As the creator of the undisputed best practices around desktop and server security response, Microsoft is well-placed to lead the next wave of best practices. They’ve done good work in adapting to the needs of mobile devices and online services. But Microsoft doesn’t drive the industry like it once did; the current environment makes it impossible for any one vendor or platform to drive the entire industry. Progress will require customers and users to demand better security practices rather than accepting what’s offered. Specifically, it means they must demand better-quality patches, improved delivery methods (including fewer reboots), and anything else they need to feel comfortable updating their servers’ applications much like they update their mobile phone’s apps.

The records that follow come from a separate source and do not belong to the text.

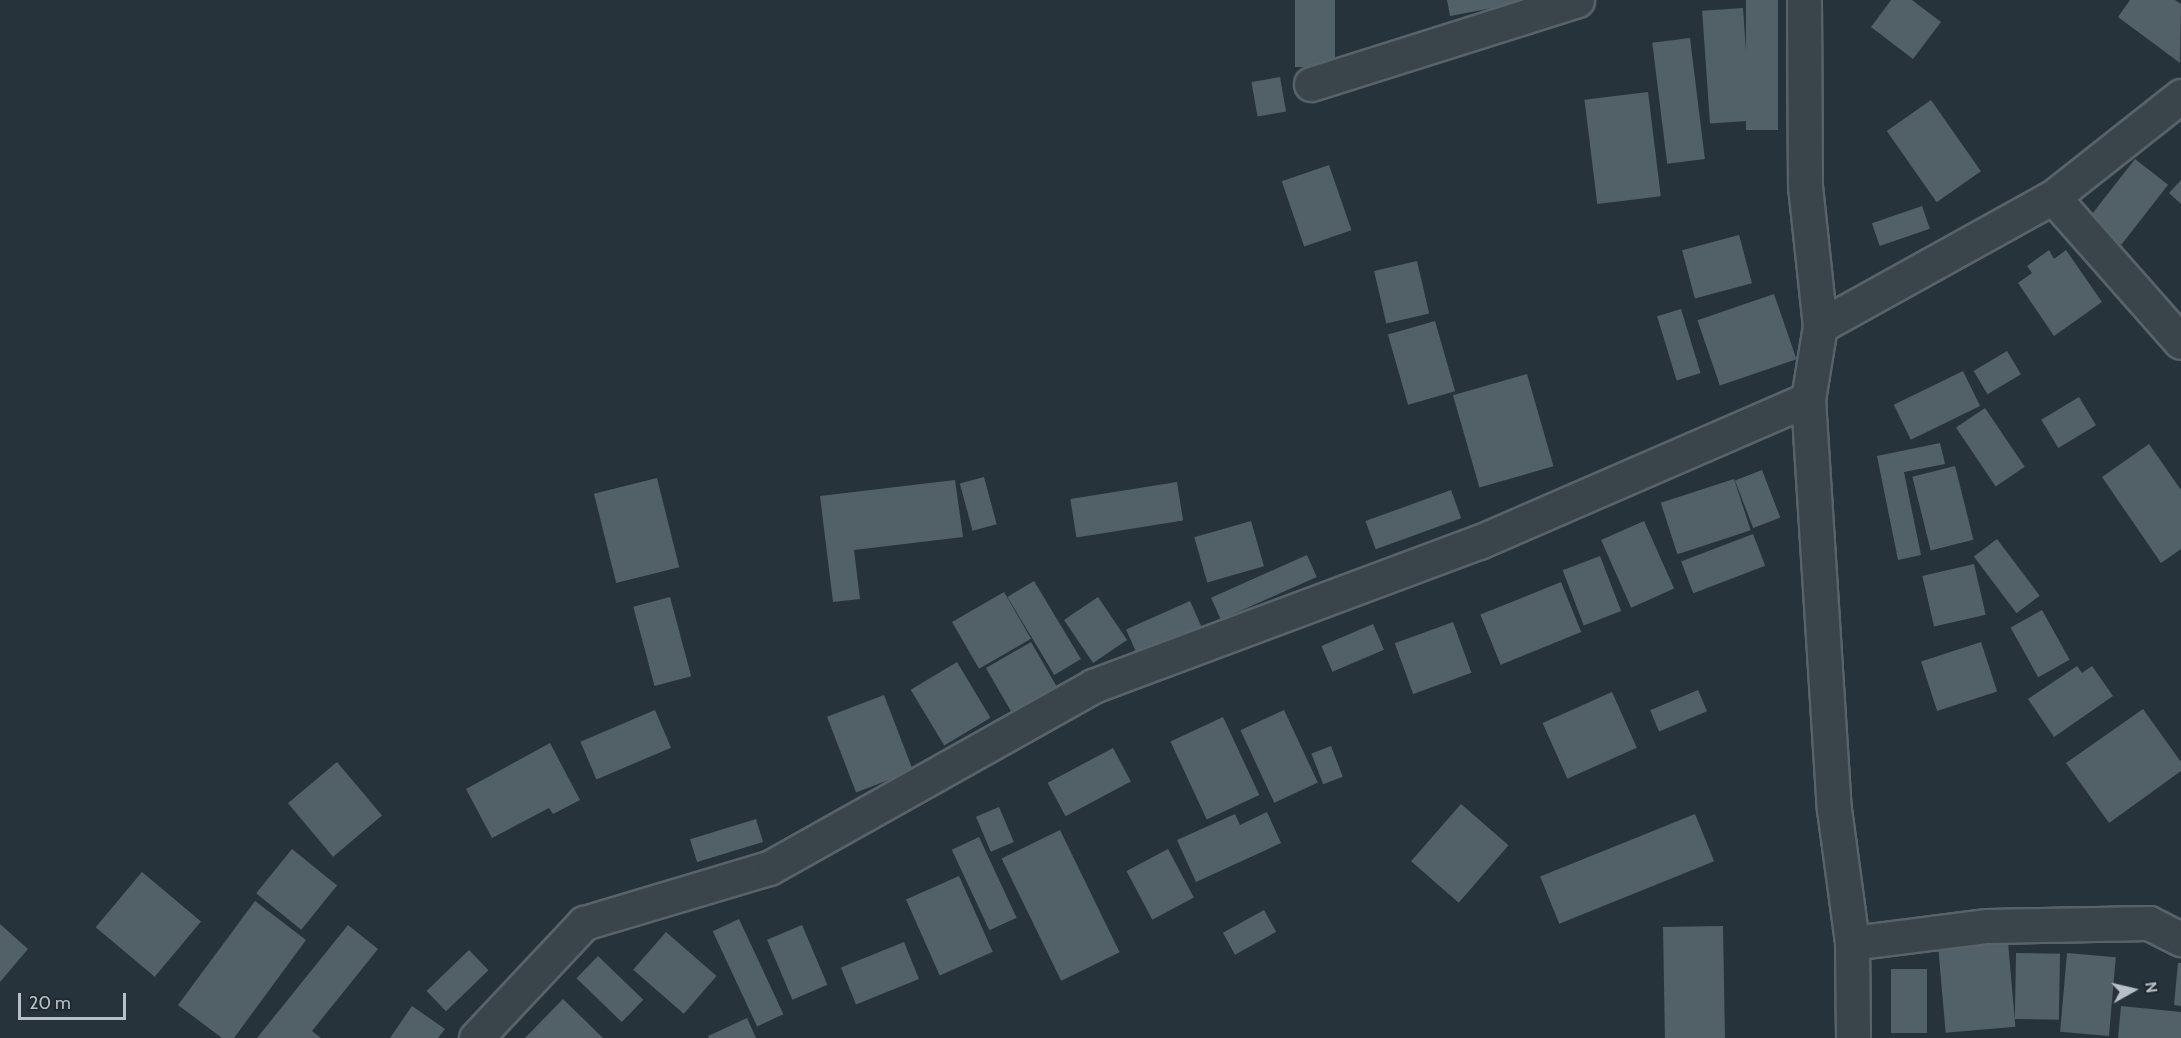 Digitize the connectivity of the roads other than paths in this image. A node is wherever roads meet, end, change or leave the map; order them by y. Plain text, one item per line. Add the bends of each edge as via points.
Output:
1 (1577, 0) edge
2 (1804, 0) edge
3 (1311, 84) dead end
4 (2181, 96) edge
5 (2053, 197) junction
6 (1820, 326) junction
7 (2181, 342) edge
8 (1808, 399) junction
9 (2181, 939) edge
10 (1852, 943) junction
11 (476, 1038) edge
12 (1853, 1038) edge

1 - 3 street
2 - 6 street via 1805,186
4 - 5 street
5 - 6 street
5 - 7 street
6 - 8 street
8 - 10 street via 1834,809
8 - 11 street via 1479,542 1093,686 769,868 585,923
9 - 10 street via 2149,923 1987,926
10 - 12 street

I don’t know that these changes will happen. Customers have historically been passive when it comes to security updates, and vendors typically don’t do anything until they have to — there’s a lot of “good enough” inertia in this space. The lack of a single, big player in dire trouble, as Microsoft was ten years ago, eliminates the unique potential of that situation to be used for the greater good. But when you’re in security like I am, you accept the importance and necessity of being a voice in the wilderness when you need to be, in the hopes that eventually people will listen. We did it when we started calling for a more regular process when I was in the MSRC, and eventually the world followed. Now I’m doing it again, saying that it’s time to move on and replace Patch Tuesday with a new, faster process that’s ready to meet the challenges of the next ten years.